Aminetou Mint Mokhtar, présidente de l’association des femmes chefs de famille (AFCF) déclare à son tour que ces assassinats de citoyens dans les commissariats de police menacent la paix civile et ébranlent les fondements encore fragiles de l’unité nationale.

Pour sa part, l’avocat et député Me Id Ould Mbareck, qui vient d’assister à l’autopsie, affirme que Oumar Diop est mort sous la torture. Selon lui, une enquête sérieuse et diligente doit être menée pour déterminer les circonstances de sa mort et rendre justice à la victime et à sa famille.
Plusieurs autres personnes qui étaient avec la victime lors de ses altercations avec les policiers et sa conduite au commissariat ont livré leurs témoignages.
Sur la toile, une vidéo prise par des voisins, montre les ultimes moments de Omar Diop avec deux policiers à côté d’une Pickup de la police et une petite voiture garée.
Version des autorités

Quarante-huit heures après le drame, la Direction de la Sûreté Nationale sort un communiqué dans lequel elle déclare qu’une patrouille de police a arrêté Omar Diop après une bagarre avec un groupe de jeunes durant laquelle il aurait été blessé. Selon le communiqué, il « était dans un état presque totalement inconscient à cause de psychotropes. ». Amené au commissariat de Sebkha, « la victime s’est plaint de difficultés respiratoires et a été immédiatement transporté à l’hôpital national, où le médecin l’a examiné et lui a prescrit un traitement » selon le communiqué. Et de poursuivre, « malheureusement, malgré les efforts continus du personnel médical, sa santé a commencé à se détériorer et il est resté à l’hôpital. Malgré les tentatives des ambulanciers pour le sauver, il est décédé ».

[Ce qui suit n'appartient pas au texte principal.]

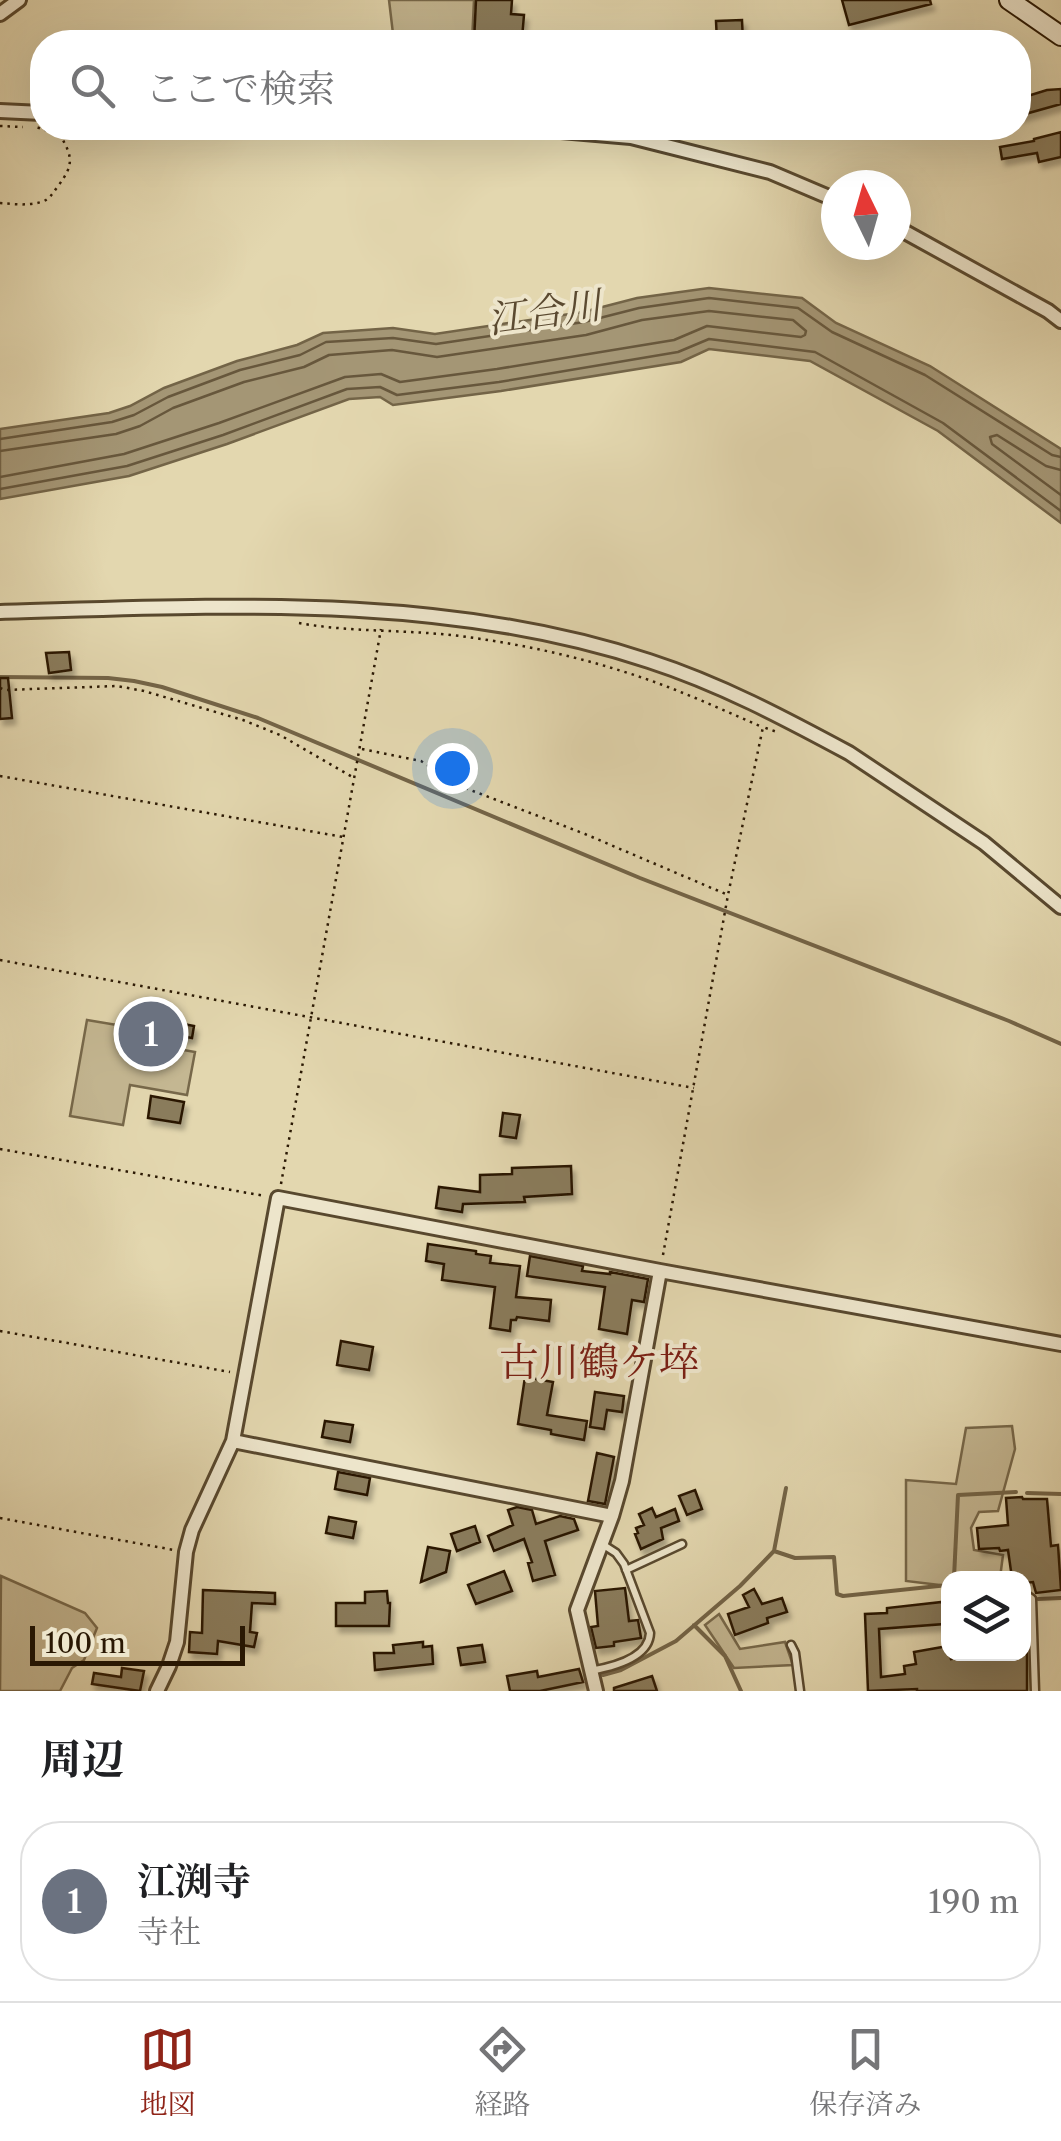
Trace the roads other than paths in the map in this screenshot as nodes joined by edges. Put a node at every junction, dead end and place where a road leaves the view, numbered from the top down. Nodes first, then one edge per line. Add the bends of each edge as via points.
1 (19, 0) edge
2 (1009, 0) edge
3 (0, 14) edge
4 (1061, 36) edge
5 (0, 111) edge
6 (30, 112) edge
7 (643, 140) edge
8 (821, 194) edge
9 (911, 235) edge
10 (1061, 321) edge
11 (0, 612) edge
12 (1061, 906) edge
13 (660, 1271) junction
14 (1061, 1344) edge
15 (233, 1441) junction
16 (612, 1516) junction
17 (601, 1543) junction
18 (682, 1544) dead end
19 (626, 1570) junction
20 (1031, 1599) edge
21 (790, 1645) dead end
22 (590, 1671) junction
23 (157, 1691) edge
24 (596, 1691) edge
25 (800, 1691) edge
26 (1035, 1691) edge

1 - 3 street
2 - 4 street
5 - 6 street
7 - 8 street via 770,172
9 - 10 street
11 - 12 street via 385,610 564,636 719,686 839,748 984,843
13 - 14 street
13 - 15 street via 278,1198
13 - 16 street
15 - 16 street
15 - 23 street via 192,1530 177,1642
16 - 17 street
17 - 19 lane
17 - 22 street via 577,1610
18 - 19 lane
19 - 22 lane via 650,1644
20 - 26 lane
21 - 25 lane
22 - 24 street

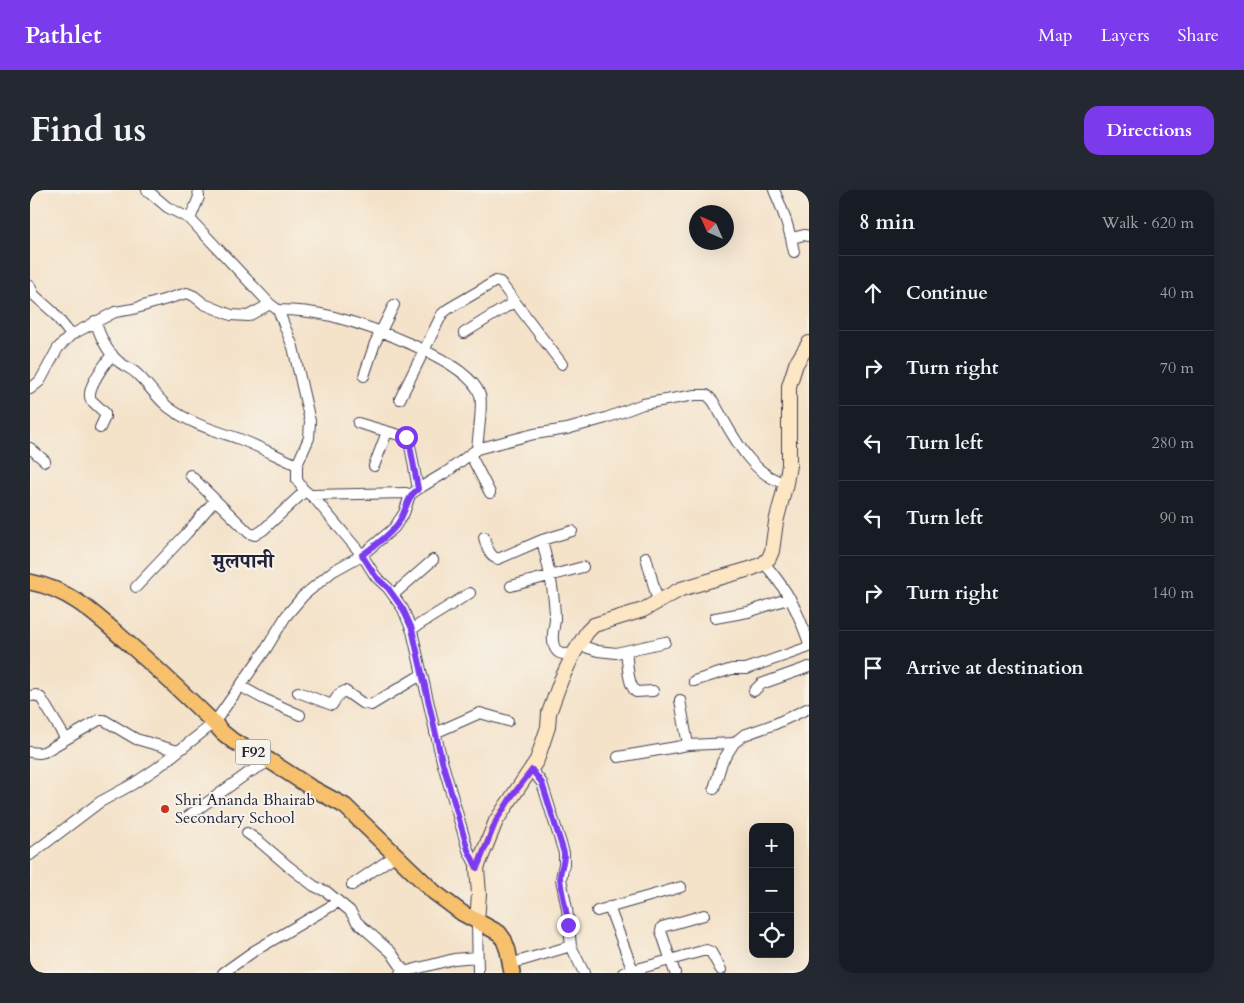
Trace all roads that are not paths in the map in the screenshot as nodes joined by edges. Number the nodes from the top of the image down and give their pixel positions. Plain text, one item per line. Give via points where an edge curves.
1 (147, 190) edge
2 (198, 190) edge
3 (774, 190) edge
4 (190, 219) junction
5 (809, 236) edge
6 (792, 238) junction
7 (794, 252) dead end
8 (30, 286) edge
9 (514, 302) junction
10 (394, 305) dead end
11 (274, 307) junction
12 (95, 322) junction
13 (380, 331) junction
14 (464, 333) dead end
15 (71, 335) junction
16 (809, 343) edge
17 (423, 351) junction
18 (112, 354) junction
19 (562, 364) dead end
20 (364, 376) dead end
21 (30, 389) edge
22 (400, 399) dead end
23 (358, 423) dead end
24 (100, 428) dead end
25 (387, 432) junction
26 (30, 448) edge
27 (473, 452) junction
28 (45, 461) dead end
29 (296, 465) junction
30 (374, 466) dead end
31 (190, 475) dead end
32 (786, 483) junction
33 (414, 492) junction
34 (308, 493) junction
35 (490, 493) dead end
36 (214, 500) junction
37 (572, 531) dead end
38 (484, 537) dead end
39 (542, 540) junction
40 (362, 555) junction
41 (646, 557) dead end
42 (433, 560) dead end
43 (764, 563) junction
44 (583, 567) dead end
45 (550, 575) junction
46 (30, 582) edge
47 (511, 586) dead end
48 (136, 587) dead end
49 (470, 593) dead end
50 (393, 596) junction
51 (790, 598) junction
52 (658, 602) junction
53 (715, 618) dead end
54 (412, 629) junction
55 (665, 642) dead end
56 (809, 643) edge
57 (809, 647) edge
58 (576, 649) junction
59 (626, 651) junction
60 (809, 667) edge
61 (421, 675) junction
62 (694, 681) dead end
63 (240, 686) junction
64 (653, 691) dead end
65 (754, 691) dead end
66 (298, 692) dead end
67 (30, 696) edge
68 (680, 700) dead end
69 (809, 708) edge
70 (300, 715) dead end
71 (508, 721) dead end
72 (214, 723) junction
73 (435, 733) junction
74 (66, 740) junction
75 (734, 743) junction
76 (688, 745) junction
77 (30, 752) edge
78 (178, 752) junction
79 (618, 757) dead end
80 (270, 761) junction
81 (532, 770) junction
82 (714, 789) dead end
83 (187, 818) dead end
84 (247, 833) dead end
85 (30, 856) edge
86 (396, 856) junction
87 (477, 868) junction
88 (352, 885) dead end
89 (681, 887) dead end
90 (338, 902) junction
91 (609, 907) junction
92 (597, 911) dead end
93 (704, 915) dead end
94 (477, 922) junction
95 (571, 946) junction
96 (476, 957) junction
97 (671, 959) junction
98 (511, 969) edge
99 (721, 970) dead end
100 (402, 972) edge
101 (634, 972) edge
102 (223, 973) edge
103 (478, 973) edge
104 (584, 973) edge
105 (623, 973) edge
106 (675, 973) edge

1 - 4 street via 167,207
2 - 4 street via 199,197
3 - 6 street
4 - 11 street
5 - 6 street
6 - 7 street
8 - 15 street via 34,295
9 - 14 street
9 - 17 street via 496,281 442,314
9 - 19 street
10 - 13 street
11 - 12 street via 248,316 231,315 187,293 115,312
11 - 13 street via 323,315
11 - 29 street via 293,347 310,421 309,438
12 - 15 street
12 - 18 street
13 - 17 street
13 - 20 street
15 - 21 street via 58,348 40,381
16 - 32 street via 796,364 789,386
17 - 22 street
17 - 27 street via 461,371 480,396
18 - 24 street via 90,392 91,400 106,413
18 - 29 street via 134,371 169,407 182,415
23 - 25 street
25 - 30 street
25 - 33 street via 409,440
26 - 28 street
27 - 32 street via 606,418 643,404 707,395 742,451 763,473
27 - 33 street
27 - 35 street
29 - 34 street via 297,480
31 - 36 street
32 - 43 street via 772,551
33 - 34 street
33 - 40 street via 397,524
34 - 36 street via 255,535
34 - 40 street
36 - 48 street
37 - 39 street
38 - 39 street via 492,557 498,559
39 - 45 street
40 - 50 street
40 - 63 street via 333,572 303,596
41 - 52 street
42 - 50 street
43 - 51 street
43 - 52 street via 696,583
44 - 45 street
45 - 47 street
45 - 58 street via 555,649 563,654
46 - 72 main road, F92 via 70,596 87,608
49 - 54 street
50 - 54 street
51 - 53 street via 748,612
51 - 56 street
52 - 58 street via 644,610 594,625
54 - 61 street
55 - 59 street
57 - 62 street via 746,669 732,669
58 - 59 street
58 - 81 street via 550,708 548,728
59 - 64 street via 634,690
60 - 65 street via 761,684
61 - 66 street via 371,705 345,691 332,705
61 - 73 street
63 - 70 street
63 - 72 street
67 - 74 street via 40,698
68 - 76 street
69 - 75 street via 744,735
71 - 73 street via 480,713
72 - 78 street
72 - 80 main road, F92 via 233,741
73 - 87 street via 468,850
74 - 77 street via 44,752
74 - 78 street via 104,720 136,739
75 - 76 street
75 - 82 street via 722,762
76 - 79 street
78 - 85 street via 133,784 100,802
80 - 83 street via 248,773
80 - 86 main road, F92 via 345,806
81 - 87 street via 496,821
81 - 95 street via 542,783 564,853 560,878
84 - 90 street
86 - 88 street
86 - 94 main road, F92 via 441,898
87 - 94 street
89 - 91 street
90 - 100 street via 391,952
90 - 102 street
91 - 92 street
91 - 101 street
93 - 97 street via 662,927
94 - 96 street
94 - 98 main road, F92 via 499,933 504,940
95 - 98 street
95 - 104 street
96 - 100 street
96 - 103 street
97 - 99 street via 706,950 711,952
97 - 101 street
97 - 106 street
101 - 105 street

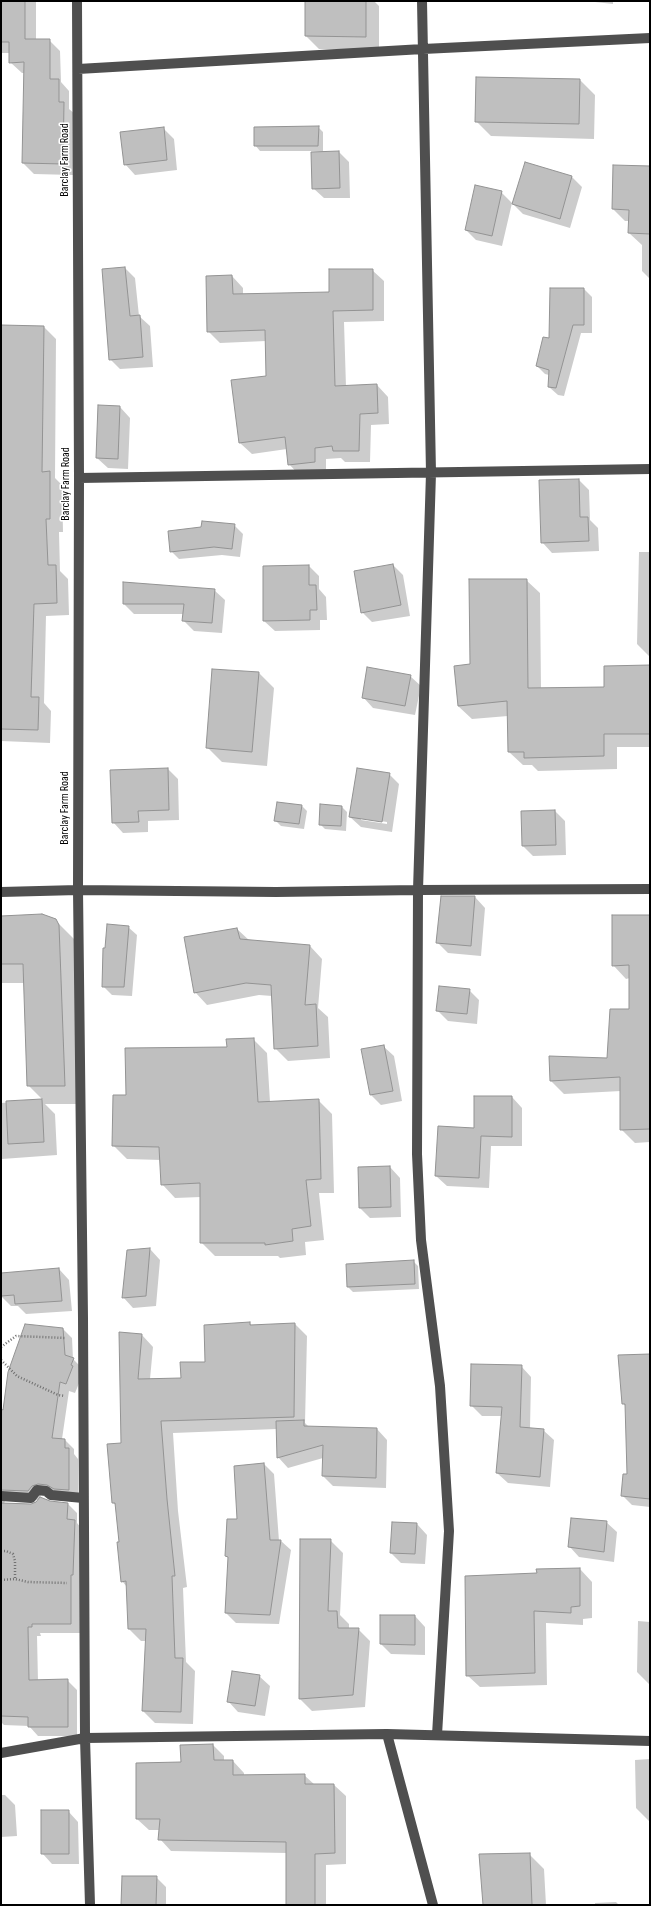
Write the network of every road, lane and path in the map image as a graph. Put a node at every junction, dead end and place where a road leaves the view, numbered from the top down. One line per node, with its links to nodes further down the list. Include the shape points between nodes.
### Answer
1 (77, 1): 5 (street, Barclay Farm Road)
2 (422, 1): 4 (street)
3 (650, 38): 4 (street)
4 (423, 49): 5 (street); 7 (street)
5 (78, 69): 8 (street, Barclay Farm Road)
6 (650, 469): 7 (street)
7 (431, 472): 8 (street); 11 (street)
8 (79, 478): 10 (street, Barclay Farm Road)
9 (650, 889): 11 (street)
10 (78, 890): 11 (street); 12 (street); 13 (street, Barclay Farm Road)
11 (418, 890): 24 (street, via 417,1154 421,1240 440,1386 449,1531)
12 (1, 892)
13 (83, 1339): 14 (path, via 16,1336); 16 (street, Barclay Farm Road)
14 (1, 1347)
15 (1, 1360): 16 (path, via 17,1376 58,1395)
16 (83, 1399): 18 (street, Barclay Farm Road)
17 (1, 1496): 18 (street, via 31,1498 37,1490 46,1491 51,1495)
18 (83, 1498): 22 (street, Barclay Farm Road)
19 (1, 1551): 20 (path, via 13,1554)
20 (15, 1579): 21 (path); 22 (path, via 28,1582)
21 (1, 1580)
22 (83, 1584): 25 (street, Barclay Farm Road)
23 (387, 1734): 24 (street); 25 (street); 29 (street)
24 (437, 1735): 26 (street)
25 (85, 1738): 27 (street); 28 (street, Barclay Farm Road)
26 (650, 1741)
27 (1, 1753)
28 (90, 1905)
29 (433, 1905)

Mardi 30 mai, le Procureur de la République de Nouakchott-Ouest déclare à son tour que « les policiers qui ont interpellé Oumar Diop ont été entendus », affirmant que « les personnes qui étaient sur place sont en train d’être interrogées ». Selon lui, les résultats définitifs seront publiés. « Le médecin-légiste a demandé un complément d’analyses de l’autopsie. Les éléments seront envoyés à l’étranger pour le besoin d’examens supplémentaires » a-t-il conclu.
L’après-midi, lors d’une conférence de presse, le ministre de l’Intérieur a évoqué la mort de Oumar Diop et celle du jeune Mohamed Lemine, tué à balle réelle à Boghé lors d’une manifestation réprimée par la police. Selon lui, des enquêtes ont été ouvertes dans ces deux disparitions, ajoutant que « certains prêcheurs en eaux troubles exploitent la situation actuelle pour créer l’instabilité et le désordre dans le pays ». Il a affirmé que la « situation est sous contrôle » tout en appelant les leaders d’opinion, les journalistes, les hommes politiques et les oulémas, à contribuer pour le retour à la paix et à la stabilité.
Il faut rappeler que ces troubles qui se poursuivent depuis deux jours sont attisés par ce que d’aucuns appellent « la propension des policiers à faire des commissariats des lieux de crimes et de rapines », non sans rappeler le crime odieux dont a été victime l’activiste Souvi Ould Cheine en février 2023. S’ajoute à cela, ce que l’avocat et opposant Me Lô Gourmo nomme, la frustration des jeunes des zones périphériques de Nouakchott, notamment à El Mina et à Sebkha, soumis depuis plusieurs années à un couvre-feu permanent.
Hier nuit, le service Internet a été coupé, comme ce fut le cas aux lendemains des scrutins controversés du 13 mai 2023. Une arme que les autorités semblent utiliser d’une manière récurrente chaque fois que la situation sociale et sécuritaire commence à dégénérer.